### Exercise description
Your copy should match the records below exactly, except for the pictures.

================================

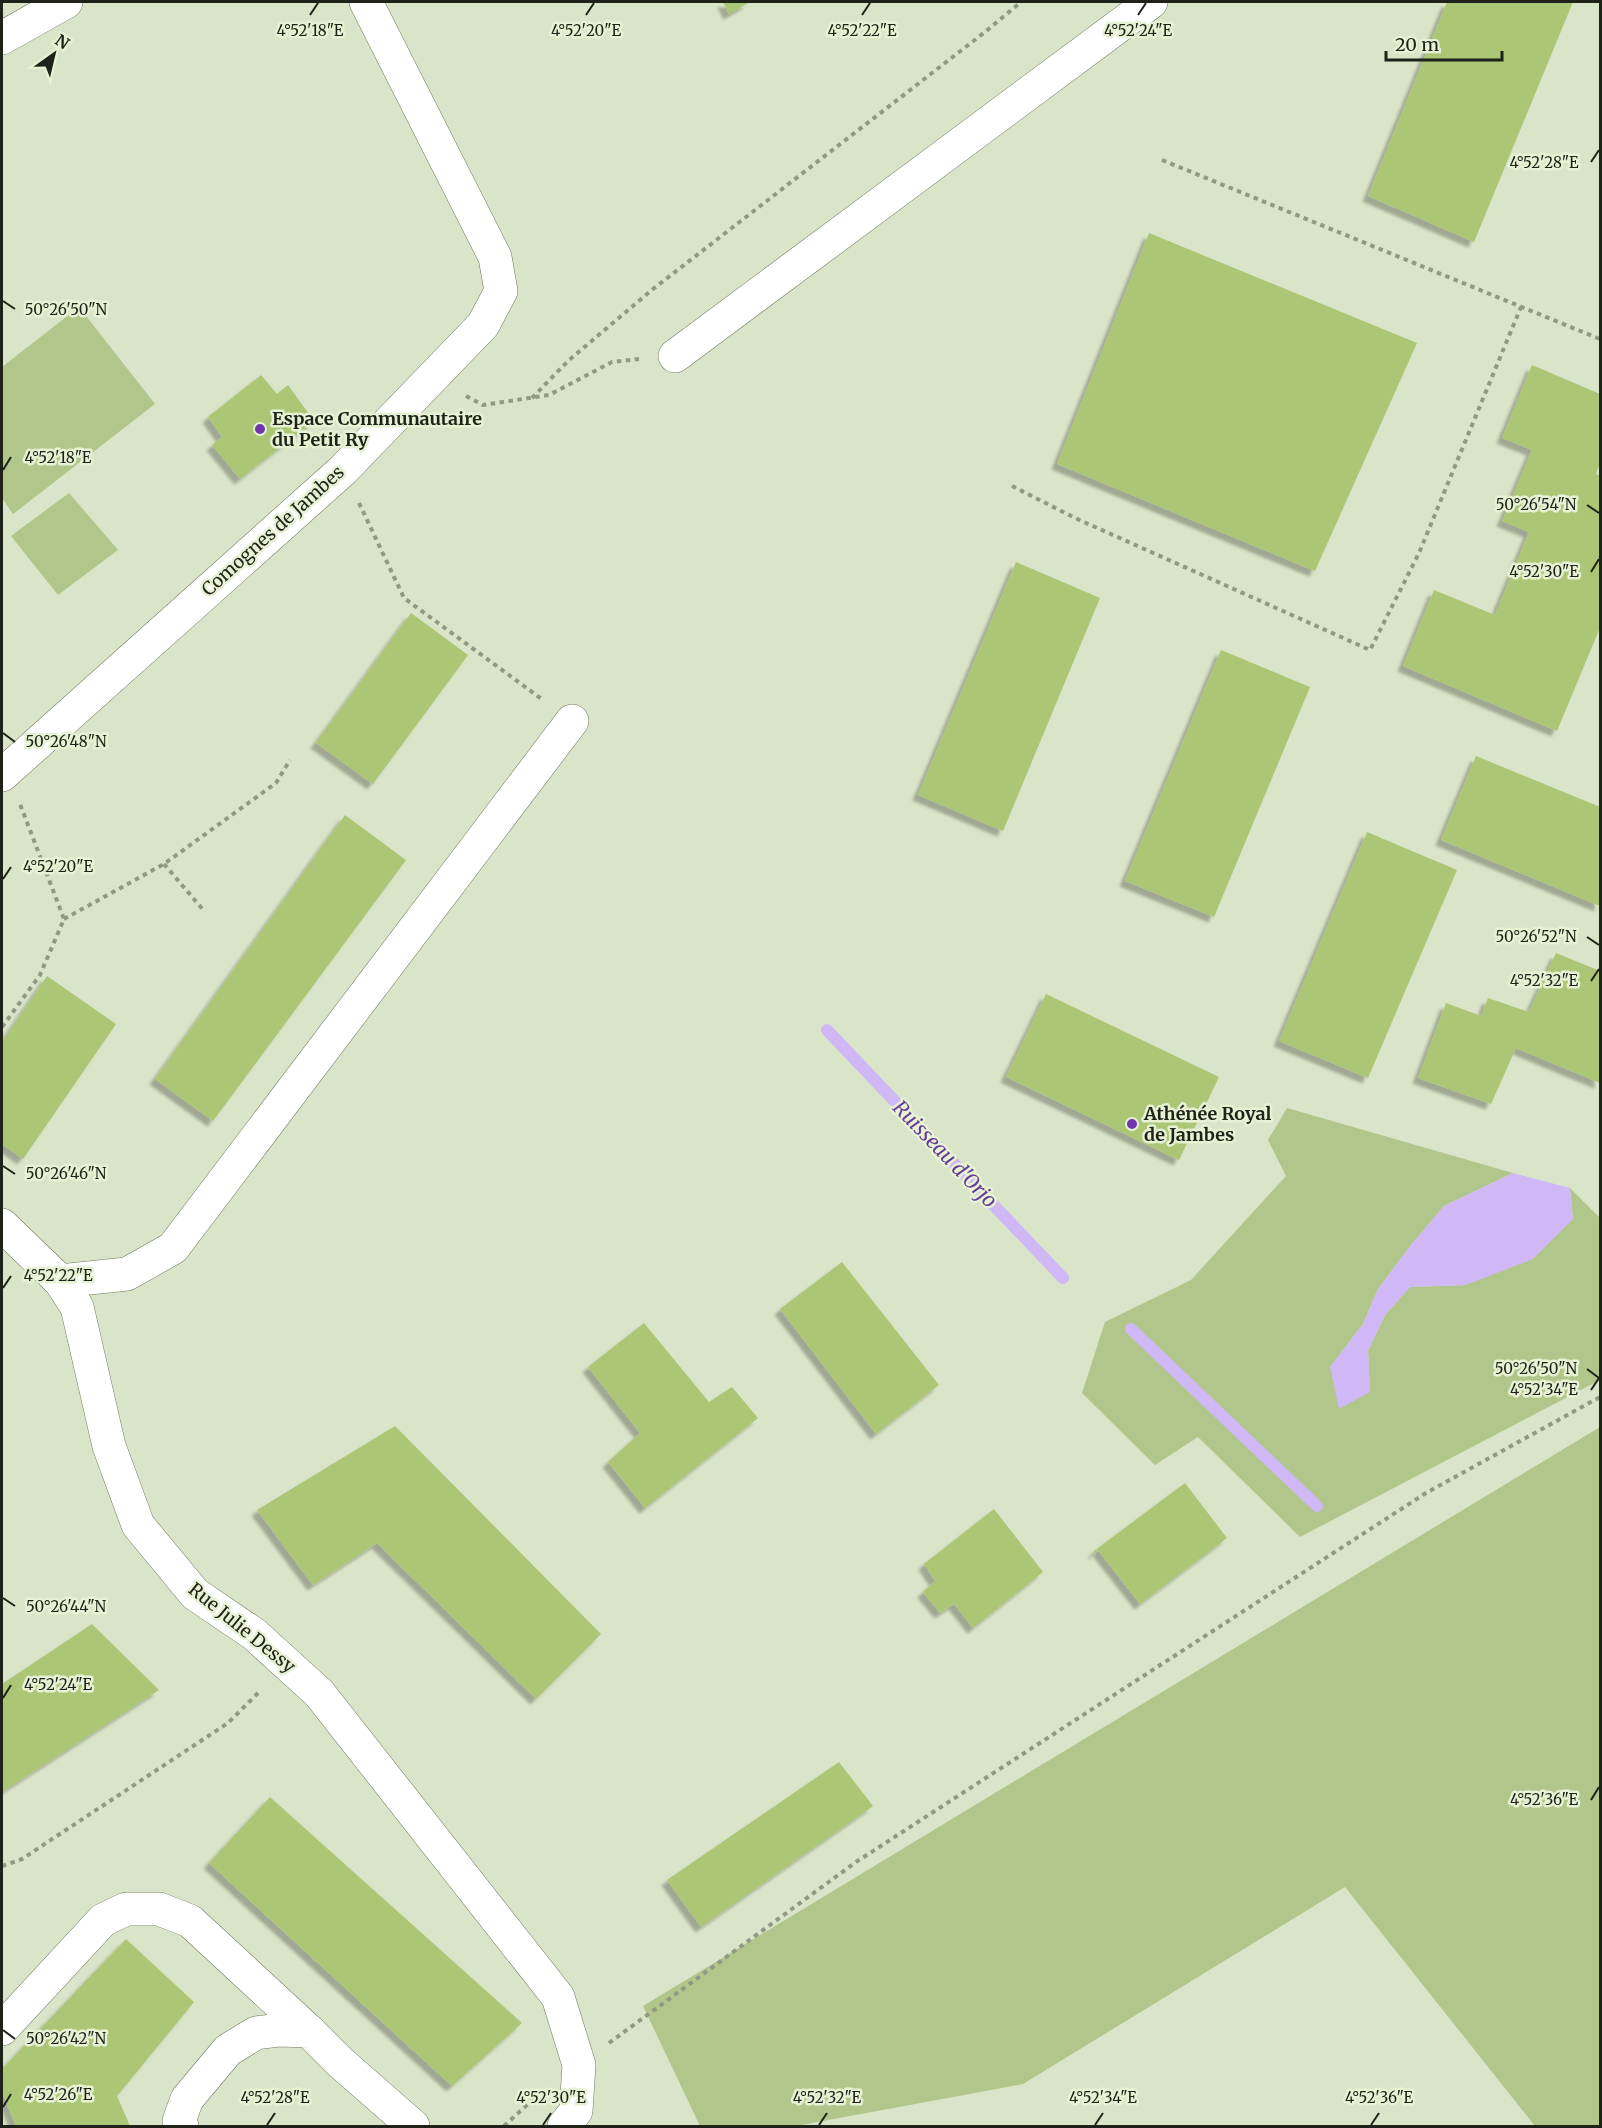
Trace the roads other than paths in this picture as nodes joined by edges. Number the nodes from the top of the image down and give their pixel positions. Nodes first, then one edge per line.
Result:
1 (66, 2) edge
2 (366, 2) edge
3 (1151, 2) edge
4 (2, 38) edge
5 (675, 356) road end
6 (572, 720) road end
7 (4, 772) edge
8 (4, 1233) edge
9 (60, 1281) junction
10 (2, 2029) edge
11 (309, 2031) junction
12 (182, 2127) edge
13 (412, 2127) edge
14 (564, 2127) edge

1 - 4 street
2 - 7 street, Comognes de Jambes
3 - 5 street
6 - 9 street
8 - 9 street, Rue Julie Dessy
9 - 14 street, Rue Julie Dessy
10 - 11 street
11 - 12 street
11 - 13 street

================================

### Response below
Trace the roads other than paths in this picture as nodes joined by edges. Number the nodes from the top of the image down and give their pixel positions. Nodes first, then one edge per line.
Result:
1 (66, 2) edge
2 (366, 2) edge
3 (1151, 2) edge
4 (2, 38) edge
5 (675, 356) road end
6 (572, 720) road end
7 (4, 772) edge
8 (4, 1233) edge
9 (60, 1281) junction
10 (2, 2029) edge
11 (309, 2031) junction
12 (182, 2127) edge
13 (412, 2127) edge
14 (564, 2127) edge

1 - 4 street
2 - 7 street, Comognes de Jambes
3 - 5 street
6 - 9 street
8 - 9 street, Rue Julie Dessy
9 - 14 street, Rue Julie Dessy
10 - 11 street
11 - 12 street
11 - 13 street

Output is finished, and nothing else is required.